I had lunch at Nobu (London) yesterday & I'm sorry to say - I just didn't get it.  Tuna tempura - ok - wierd texture.  Yellowfin with jalepeno (sp?) - fine but nothing special,  A couple of different shushi rolls - I got bored half way through eating them.  Mixture of vegetable tempura - tastless.  There was a couple of other dishes but I forget what they were.  It came to just under 50 pounds (ouch!) plus I was hungry afterwards.

And no conveyor belt. :wink:

Posted
I had lunch at Nobu (London) yesterday & I'm sorry to say - I just didn't get it.  Tuna tempura - ok - wierd texture.  Yellowfin with jalepeno (sp?) - fine but nothing special,  A couple of different shushi rolls - I got bored half way through eating them.

I have to agree with Blind Lemon Higgins although I have never eaten at the London clone. None of the dishes I have eaten at the New York venue had any 'wow' factor at all. It was pleasant food but hardly any better than dozens of other Japanese restaurants in dozens of other cities.

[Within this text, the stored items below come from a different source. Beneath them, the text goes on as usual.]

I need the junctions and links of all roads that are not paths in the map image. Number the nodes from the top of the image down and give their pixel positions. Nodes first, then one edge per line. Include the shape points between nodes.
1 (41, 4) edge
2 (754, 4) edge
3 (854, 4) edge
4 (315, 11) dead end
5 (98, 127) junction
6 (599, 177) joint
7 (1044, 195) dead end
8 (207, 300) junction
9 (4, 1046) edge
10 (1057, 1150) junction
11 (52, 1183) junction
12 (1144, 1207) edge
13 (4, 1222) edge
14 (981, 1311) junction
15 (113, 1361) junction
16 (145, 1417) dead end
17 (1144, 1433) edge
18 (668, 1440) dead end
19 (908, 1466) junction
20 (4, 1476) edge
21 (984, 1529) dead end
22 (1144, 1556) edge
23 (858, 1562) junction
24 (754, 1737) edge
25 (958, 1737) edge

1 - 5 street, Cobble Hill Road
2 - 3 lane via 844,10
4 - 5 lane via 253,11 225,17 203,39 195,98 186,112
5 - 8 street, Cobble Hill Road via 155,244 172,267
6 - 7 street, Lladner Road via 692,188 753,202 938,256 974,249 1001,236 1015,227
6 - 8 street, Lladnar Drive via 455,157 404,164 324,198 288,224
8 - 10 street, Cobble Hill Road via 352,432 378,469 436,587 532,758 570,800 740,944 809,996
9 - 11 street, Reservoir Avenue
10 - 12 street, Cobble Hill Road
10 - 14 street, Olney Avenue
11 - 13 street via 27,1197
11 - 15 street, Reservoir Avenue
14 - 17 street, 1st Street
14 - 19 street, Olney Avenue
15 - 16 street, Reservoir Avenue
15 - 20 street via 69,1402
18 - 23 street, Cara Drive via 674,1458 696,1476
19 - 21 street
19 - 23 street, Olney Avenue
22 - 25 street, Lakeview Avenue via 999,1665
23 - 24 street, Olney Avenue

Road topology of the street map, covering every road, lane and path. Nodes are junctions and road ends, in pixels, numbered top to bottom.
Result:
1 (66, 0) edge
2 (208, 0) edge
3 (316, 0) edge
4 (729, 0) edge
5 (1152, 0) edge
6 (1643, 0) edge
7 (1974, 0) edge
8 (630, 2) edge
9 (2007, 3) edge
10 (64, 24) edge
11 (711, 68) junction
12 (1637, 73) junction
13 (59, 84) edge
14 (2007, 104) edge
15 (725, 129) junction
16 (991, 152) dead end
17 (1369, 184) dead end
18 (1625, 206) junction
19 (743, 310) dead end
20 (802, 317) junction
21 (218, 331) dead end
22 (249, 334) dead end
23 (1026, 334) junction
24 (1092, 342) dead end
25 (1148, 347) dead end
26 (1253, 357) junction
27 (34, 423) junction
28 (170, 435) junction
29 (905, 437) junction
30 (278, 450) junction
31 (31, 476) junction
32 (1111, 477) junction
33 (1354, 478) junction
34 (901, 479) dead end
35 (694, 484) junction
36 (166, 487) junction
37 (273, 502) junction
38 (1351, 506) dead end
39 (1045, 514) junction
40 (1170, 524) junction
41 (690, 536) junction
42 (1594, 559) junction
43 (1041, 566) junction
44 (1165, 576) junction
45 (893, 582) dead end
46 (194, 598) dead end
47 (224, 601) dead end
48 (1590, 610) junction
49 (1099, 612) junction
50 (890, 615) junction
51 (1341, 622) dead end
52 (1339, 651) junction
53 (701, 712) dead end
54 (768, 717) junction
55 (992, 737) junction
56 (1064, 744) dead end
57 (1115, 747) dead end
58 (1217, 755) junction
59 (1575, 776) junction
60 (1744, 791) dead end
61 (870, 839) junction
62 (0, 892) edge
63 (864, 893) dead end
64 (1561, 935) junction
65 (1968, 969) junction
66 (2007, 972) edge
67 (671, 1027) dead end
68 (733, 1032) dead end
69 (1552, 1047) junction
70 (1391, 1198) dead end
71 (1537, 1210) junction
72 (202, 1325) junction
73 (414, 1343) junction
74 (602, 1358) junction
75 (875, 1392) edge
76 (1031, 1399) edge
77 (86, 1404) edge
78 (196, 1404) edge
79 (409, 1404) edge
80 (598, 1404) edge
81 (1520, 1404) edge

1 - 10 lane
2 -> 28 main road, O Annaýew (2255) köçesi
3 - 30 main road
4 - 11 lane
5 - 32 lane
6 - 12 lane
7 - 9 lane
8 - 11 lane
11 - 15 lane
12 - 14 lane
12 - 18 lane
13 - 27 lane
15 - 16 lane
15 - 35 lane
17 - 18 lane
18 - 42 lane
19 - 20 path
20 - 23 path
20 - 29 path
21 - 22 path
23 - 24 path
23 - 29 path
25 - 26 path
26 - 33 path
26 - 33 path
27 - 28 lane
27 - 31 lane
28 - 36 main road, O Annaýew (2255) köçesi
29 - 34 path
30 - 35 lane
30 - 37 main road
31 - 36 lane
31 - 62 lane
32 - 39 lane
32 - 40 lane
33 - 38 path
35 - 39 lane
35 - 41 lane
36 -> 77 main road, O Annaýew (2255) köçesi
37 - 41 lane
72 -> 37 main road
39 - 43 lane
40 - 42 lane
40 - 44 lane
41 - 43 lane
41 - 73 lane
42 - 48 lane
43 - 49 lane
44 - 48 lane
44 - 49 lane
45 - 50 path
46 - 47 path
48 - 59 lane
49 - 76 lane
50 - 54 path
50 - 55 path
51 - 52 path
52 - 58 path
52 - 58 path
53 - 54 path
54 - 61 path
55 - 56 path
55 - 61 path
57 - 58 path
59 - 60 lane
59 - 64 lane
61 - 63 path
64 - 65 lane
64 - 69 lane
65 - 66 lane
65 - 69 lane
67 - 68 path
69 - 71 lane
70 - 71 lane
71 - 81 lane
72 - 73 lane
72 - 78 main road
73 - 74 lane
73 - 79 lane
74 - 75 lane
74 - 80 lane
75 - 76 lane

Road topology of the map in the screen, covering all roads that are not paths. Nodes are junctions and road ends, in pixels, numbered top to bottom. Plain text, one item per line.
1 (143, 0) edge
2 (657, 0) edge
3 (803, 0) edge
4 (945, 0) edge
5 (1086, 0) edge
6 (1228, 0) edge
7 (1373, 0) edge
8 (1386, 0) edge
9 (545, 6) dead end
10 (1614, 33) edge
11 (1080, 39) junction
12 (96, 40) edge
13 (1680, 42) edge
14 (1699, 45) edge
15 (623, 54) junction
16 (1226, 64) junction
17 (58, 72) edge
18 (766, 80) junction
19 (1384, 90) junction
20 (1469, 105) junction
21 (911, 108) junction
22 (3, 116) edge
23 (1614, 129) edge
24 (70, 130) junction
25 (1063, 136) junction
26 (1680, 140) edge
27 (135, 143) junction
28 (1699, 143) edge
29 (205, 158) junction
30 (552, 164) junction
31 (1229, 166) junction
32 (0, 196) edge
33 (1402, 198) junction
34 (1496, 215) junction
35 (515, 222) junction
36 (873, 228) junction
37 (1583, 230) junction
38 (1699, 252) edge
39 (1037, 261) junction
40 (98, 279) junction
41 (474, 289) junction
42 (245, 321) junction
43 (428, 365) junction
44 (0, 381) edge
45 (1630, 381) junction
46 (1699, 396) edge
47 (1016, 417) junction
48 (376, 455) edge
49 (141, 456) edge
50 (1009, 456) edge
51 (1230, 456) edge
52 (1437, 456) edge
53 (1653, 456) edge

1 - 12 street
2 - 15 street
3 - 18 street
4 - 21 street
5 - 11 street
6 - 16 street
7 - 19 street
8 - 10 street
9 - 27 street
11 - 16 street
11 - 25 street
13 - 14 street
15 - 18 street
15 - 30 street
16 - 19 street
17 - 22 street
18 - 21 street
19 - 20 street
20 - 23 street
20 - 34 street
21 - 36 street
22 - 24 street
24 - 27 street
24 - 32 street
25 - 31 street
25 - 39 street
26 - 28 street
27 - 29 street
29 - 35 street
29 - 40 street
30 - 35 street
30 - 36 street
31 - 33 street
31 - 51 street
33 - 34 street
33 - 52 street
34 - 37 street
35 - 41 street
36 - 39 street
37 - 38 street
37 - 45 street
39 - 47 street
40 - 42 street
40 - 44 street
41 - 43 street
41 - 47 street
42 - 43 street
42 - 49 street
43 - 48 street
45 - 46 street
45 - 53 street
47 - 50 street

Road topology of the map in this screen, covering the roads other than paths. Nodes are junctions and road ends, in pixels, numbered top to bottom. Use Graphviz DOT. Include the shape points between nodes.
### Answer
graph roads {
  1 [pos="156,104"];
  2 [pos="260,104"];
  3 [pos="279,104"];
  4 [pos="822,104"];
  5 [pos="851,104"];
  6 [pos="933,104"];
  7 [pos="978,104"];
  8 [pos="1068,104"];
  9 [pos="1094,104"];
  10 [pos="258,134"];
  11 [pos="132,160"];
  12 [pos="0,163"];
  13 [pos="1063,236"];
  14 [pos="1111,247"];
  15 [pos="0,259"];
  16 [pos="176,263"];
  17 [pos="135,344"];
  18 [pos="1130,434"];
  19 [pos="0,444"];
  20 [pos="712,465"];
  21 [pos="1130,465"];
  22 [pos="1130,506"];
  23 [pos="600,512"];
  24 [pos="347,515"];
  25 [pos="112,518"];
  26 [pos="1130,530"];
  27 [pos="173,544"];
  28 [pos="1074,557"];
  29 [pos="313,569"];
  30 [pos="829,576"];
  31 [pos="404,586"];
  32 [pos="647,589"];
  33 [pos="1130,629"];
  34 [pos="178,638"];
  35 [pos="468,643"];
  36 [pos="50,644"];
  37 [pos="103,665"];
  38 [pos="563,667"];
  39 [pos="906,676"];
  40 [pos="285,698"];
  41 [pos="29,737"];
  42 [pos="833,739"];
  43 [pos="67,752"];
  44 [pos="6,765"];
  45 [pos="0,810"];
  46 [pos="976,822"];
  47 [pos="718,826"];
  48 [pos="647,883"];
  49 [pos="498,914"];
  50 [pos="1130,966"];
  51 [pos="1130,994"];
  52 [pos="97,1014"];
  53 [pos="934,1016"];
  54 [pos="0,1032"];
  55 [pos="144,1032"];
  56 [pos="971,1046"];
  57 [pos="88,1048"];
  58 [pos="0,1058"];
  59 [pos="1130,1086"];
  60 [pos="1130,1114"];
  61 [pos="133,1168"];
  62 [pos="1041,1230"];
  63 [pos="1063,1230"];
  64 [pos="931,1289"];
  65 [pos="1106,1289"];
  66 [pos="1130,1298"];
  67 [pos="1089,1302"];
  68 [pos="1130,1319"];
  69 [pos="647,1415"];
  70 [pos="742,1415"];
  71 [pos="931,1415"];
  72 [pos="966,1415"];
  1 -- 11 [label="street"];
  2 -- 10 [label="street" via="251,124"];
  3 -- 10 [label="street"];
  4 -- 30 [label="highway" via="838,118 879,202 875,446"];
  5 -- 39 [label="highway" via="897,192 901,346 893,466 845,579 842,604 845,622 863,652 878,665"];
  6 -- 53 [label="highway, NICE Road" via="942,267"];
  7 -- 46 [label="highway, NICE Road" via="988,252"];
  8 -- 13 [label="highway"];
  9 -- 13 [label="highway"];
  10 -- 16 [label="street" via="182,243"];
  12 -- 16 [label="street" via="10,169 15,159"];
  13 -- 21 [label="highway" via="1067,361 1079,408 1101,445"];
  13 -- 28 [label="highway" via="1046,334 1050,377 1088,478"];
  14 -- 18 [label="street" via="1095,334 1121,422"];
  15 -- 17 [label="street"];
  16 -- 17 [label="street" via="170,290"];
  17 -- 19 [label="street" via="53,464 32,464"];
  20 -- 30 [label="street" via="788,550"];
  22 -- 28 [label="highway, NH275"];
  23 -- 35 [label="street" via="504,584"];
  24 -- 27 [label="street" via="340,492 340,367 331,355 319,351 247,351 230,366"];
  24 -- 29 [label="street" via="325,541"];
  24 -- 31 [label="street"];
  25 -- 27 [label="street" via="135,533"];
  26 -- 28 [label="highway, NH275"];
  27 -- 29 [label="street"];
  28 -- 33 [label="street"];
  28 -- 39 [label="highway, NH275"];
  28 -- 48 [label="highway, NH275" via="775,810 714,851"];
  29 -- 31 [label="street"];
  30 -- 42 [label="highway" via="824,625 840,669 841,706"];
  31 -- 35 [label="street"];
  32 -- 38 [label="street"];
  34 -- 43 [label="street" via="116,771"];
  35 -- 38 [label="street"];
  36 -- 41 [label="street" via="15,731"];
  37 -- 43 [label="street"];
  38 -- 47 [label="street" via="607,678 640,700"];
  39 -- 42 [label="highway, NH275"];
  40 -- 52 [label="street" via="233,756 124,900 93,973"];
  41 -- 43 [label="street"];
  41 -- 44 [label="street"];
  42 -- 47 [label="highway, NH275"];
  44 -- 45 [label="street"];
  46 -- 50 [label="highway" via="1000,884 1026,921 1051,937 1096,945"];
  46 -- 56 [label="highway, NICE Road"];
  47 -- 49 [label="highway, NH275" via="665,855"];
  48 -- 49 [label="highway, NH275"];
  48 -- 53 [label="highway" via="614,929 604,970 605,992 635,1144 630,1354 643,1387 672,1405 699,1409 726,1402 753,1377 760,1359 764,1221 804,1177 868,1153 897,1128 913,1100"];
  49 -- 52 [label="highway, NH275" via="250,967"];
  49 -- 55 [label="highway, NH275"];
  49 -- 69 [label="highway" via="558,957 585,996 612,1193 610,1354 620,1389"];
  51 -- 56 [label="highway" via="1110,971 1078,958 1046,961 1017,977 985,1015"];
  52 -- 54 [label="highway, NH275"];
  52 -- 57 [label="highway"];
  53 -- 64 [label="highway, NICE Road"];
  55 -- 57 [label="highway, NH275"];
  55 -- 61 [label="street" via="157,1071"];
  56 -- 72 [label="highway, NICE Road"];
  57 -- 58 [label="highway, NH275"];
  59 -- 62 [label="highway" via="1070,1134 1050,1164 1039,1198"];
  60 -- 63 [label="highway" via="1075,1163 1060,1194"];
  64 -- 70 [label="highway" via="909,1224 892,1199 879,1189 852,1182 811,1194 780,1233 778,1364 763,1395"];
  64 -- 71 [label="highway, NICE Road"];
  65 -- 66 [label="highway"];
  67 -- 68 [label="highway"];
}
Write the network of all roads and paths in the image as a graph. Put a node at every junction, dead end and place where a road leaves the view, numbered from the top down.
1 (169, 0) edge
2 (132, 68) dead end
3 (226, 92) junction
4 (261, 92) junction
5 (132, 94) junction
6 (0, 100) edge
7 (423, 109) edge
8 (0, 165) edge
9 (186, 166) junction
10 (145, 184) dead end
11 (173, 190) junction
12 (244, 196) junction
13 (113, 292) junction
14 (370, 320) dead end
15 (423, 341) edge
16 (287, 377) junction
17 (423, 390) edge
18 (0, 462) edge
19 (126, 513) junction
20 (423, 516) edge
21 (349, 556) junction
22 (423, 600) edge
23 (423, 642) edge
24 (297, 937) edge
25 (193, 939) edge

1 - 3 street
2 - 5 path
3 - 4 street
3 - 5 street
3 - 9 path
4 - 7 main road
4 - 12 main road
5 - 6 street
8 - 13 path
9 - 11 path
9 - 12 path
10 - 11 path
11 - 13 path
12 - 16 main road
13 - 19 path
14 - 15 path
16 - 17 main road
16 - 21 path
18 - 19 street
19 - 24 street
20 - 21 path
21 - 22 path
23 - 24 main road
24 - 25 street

But there were lots of celebrities there.

Roger McShane

Foodtourist.com

Posted

Blind Lemon - Why would you eat sushi rolls at Nobu when there are so many interesting looking dishes listed that are exclusive to the restaurant? Clearly you didn't read the guide of unusual dishes I posted earlier in this thread because you didn't order any of the dishes.

Roger - Personally I am not the biggest Nobu fan in the world, but you have to give him credit where credit is due. Dishes like Spicy Creamy Crab and Miso Rubbed and Grilled Tuna have loads of wow factor to them. If they didn't, it would just be another sushi bar.

Posted

Steve:  I've not had the chance to try the crab with creamy spicy sauce, because I am too lazy to get a reservation and consequently only ever eat at Next Door, where that dish is not available.  However, the rock shrimp tempura in creamy spicy sauce (instead of ponzu sauce, as you seem to prefer it) is definitely one of my favorite dishes.  Have you tried the rock shrimp w/ creamy spicy sauce and, if so, how would you compare it to the crab?